◆ MATERIAL PROVIDED
»»
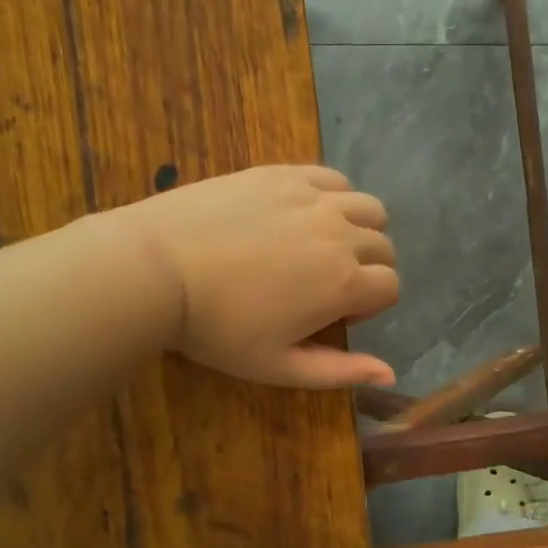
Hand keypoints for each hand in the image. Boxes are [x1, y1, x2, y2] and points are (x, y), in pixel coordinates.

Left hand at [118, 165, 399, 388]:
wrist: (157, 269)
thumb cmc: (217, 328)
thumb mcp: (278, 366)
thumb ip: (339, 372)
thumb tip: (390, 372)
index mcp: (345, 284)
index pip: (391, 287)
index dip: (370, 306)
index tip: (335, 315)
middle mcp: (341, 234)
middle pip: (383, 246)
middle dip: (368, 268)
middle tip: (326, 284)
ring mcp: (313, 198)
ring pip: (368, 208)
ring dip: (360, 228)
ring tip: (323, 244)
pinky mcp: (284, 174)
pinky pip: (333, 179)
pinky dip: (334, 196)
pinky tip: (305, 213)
««
◆ YOUR INSTRUCTIONS
Having located the line containing "index pip: (391, 287)", set it down along with every line after it through the end of the data, reproducing each exactly.

◆ TASK OUTPUT
index pip: (391, 287)
index dip: (370, 306)
index tip: (335, 315)
middle mcp: (341, 234)
middle pip: (383, 246)
middle dip: (368, 268)
middle tip: (326, 284)
ring mcp: (313, 198)
ring pip: (368, 208)
ring dip: (360, 228)
ring tip: (323, 244)
pinky mcp: (284, 174)
pinky pip: (333, 179)
pinky dip: (334, 196)
pinky tip: (305, 213)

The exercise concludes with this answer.